Salí abatido. Me fui caminando a lo largo de la avenida Santa Fe rumiando una tristeza que no podía compartir con nadie. Con amargura recordé la «Oda a Stalin» de Neruda: «Su sencillez y su sabiduría / su estructura / de bondadoso pan y de acero inflexible / nos ayuda a ser hombres cada día». No tenía otro propósito que el de extenuarme caminando para así olvidar —o dejar que cicatrizasen— las bochornosas odas al poder que había escuchado. Y así, en modo zombi, continué varias cuadras más hasta ingresar en el shopping Alto Palermo.

Los identifiqué por el timbre de su voz, por la aspiración de las «eses», por el golpeteo gracioso e impertinente de su acento, pero sobre todo por los cuerpos macizos y prósperos, embutidos en indumentarias coloridas, de marca: el grupo familiar avanzaba por los pasillos lustrosos del centro comercial como una brigada de ekekos del Caribe, protegidos detrás de una sólida muralla de bolsas de compras, como si hubiesen sido teletransportados desde el Dolphin Mall del Doral.

No fueron los únicos. En los días y meses sucesivos me acostumbré a ver a mis queridos compatriotas, esponjosos y campechanos, escandalosos y gentiles, transitando los pasillos del shopping Abasto, el Patio Bullrich, Galerías Pacífico, o en el bulevar comercial de la calle Florida. No quiero generalizar, pero destacaban los grupos ávidos de indumentaria y tecnología, artículos deportivos, juguetes y alfajores que adquirían con sus Visas y Mastercards repotenciadas por las delirantes políticas de control de cambio de CADIVI.

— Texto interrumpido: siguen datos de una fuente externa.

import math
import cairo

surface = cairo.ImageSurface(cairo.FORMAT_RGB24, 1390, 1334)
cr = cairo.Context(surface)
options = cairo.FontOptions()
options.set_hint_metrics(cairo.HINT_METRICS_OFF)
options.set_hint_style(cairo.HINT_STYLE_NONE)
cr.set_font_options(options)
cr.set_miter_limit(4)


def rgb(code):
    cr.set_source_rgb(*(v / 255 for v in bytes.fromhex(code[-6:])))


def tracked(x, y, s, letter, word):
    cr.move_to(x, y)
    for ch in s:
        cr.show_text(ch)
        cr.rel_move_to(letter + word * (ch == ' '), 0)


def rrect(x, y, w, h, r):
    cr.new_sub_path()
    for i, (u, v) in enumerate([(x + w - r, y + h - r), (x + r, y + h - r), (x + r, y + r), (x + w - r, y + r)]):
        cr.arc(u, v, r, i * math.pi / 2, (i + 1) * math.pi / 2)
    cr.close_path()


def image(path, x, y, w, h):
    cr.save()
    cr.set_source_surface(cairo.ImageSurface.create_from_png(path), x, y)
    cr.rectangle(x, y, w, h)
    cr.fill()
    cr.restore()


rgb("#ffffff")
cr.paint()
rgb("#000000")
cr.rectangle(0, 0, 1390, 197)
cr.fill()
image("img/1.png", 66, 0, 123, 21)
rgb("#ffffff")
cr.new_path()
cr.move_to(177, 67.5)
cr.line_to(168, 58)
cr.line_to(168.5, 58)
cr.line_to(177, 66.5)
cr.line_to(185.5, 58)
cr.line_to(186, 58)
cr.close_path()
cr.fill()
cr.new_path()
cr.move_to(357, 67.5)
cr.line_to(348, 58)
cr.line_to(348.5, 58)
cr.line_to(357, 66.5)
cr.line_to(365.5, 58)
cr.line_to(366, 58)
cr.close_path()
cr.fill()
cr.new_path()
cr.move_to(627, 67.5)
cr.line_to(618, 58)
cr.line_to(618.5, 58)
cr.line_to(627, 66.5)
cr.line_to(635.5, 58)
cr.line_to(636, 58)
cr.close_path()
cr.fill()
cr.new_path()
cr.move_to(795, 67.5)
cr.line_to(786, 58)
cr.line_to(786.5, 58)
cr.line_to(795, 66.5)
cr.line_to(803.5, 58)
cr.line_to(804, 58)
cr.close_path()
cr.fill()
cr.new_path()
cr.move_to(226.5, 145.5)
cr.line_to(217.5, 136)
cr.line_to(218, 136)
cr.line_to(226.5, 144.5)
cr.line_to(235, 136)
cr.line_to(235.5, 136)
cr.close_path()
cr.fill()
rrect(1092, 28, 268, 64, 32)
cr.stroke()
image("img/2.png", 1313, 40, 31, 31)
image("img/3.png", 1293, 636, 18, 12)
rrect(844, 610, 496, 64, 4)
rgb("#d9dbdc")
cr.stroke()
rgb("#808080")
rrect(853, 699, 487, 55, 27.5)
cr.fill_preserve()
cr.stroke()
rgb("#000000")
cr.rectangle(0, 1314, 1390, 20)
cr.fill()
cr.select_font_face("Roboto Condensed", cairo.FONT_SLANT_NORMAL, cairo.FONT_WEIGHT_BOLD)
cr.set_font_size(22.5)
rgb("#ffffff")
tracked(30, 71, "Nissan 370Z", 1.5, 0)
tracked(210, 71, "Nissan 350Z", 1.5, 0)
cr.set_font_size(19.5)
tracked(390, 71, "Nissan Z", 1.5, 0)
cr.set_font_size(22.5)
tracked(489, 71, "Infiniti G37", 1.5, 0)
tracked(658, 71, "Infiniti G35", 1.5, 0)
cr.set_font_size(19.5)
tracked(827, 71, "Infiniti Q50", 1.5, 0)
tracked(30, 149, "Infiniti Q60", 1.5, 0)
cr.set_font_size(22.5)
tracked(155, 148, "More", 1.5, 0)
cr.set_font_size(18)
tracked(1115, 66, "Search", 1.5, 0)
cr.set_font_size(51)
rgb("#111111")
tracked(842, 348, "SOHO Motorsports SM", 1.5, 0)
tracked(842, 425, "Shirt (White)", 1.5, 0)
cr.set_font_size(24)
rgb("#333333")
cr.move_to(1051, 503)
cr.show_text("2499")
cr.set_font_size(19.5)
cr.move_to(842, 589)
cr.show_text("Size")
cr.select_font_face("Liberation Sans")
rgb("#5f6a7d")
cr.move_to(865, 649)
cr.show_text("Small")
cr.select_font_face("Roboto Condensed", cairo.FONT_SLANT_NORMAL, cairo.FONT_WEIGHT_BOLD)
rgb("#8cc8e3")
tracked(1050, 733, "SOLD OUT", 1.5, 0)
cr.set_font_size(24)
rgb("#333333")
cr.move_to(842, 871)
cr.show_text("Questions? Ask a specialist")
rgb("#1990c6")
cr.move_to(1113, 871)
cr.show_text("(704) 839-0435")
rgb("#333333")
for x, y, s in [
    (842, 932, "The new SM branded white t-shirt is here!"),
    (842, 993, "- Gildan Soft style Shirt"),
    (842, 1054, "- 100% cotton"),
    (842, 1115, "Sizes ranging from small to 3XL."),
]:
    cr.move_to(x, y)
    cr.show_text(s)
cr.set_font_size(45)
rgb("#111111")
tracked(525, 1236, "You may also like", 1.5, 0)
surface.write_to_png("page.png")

Esos eran los venezolanos con los que yo me tropezaba por aquella época en Buenos Aires. Clase media y media-alta que descubrió que su cupo para viajes y compras rendía mucho más en la Argentina devaluada post-corralito que en Coral Gables o South Beach. Y luego, poco a poco, comenzaron a llegar otros, movidos por las bendiciones de un dólar que permitía vivir fuera del país a tasa preferencial: petroleros que Chávez echó de PDVSA por televisión y que tras el paro del 2002 ya se habían instalado al sur, en Cutral Có o Plaza Huincul, para trabajar en Repsol, Pan American Energy o alguna de las transnacionales allí instaladas. También llegarían los jóvenes estudiantes que podían tramitar su cupo a través de la matrícula universitaria, y con el tiempo intentarían quedarse, buscar trabajo o enamorarse y cambiar de vida. Luego vendrían los migrantes laborales, las familias que escapaban traumatizadas por los atracos y secuestros, y por último la gran ola migratoria, el violento y desesperado éxodo masivo que huía de la barbarie. Pero no nos adelantemos.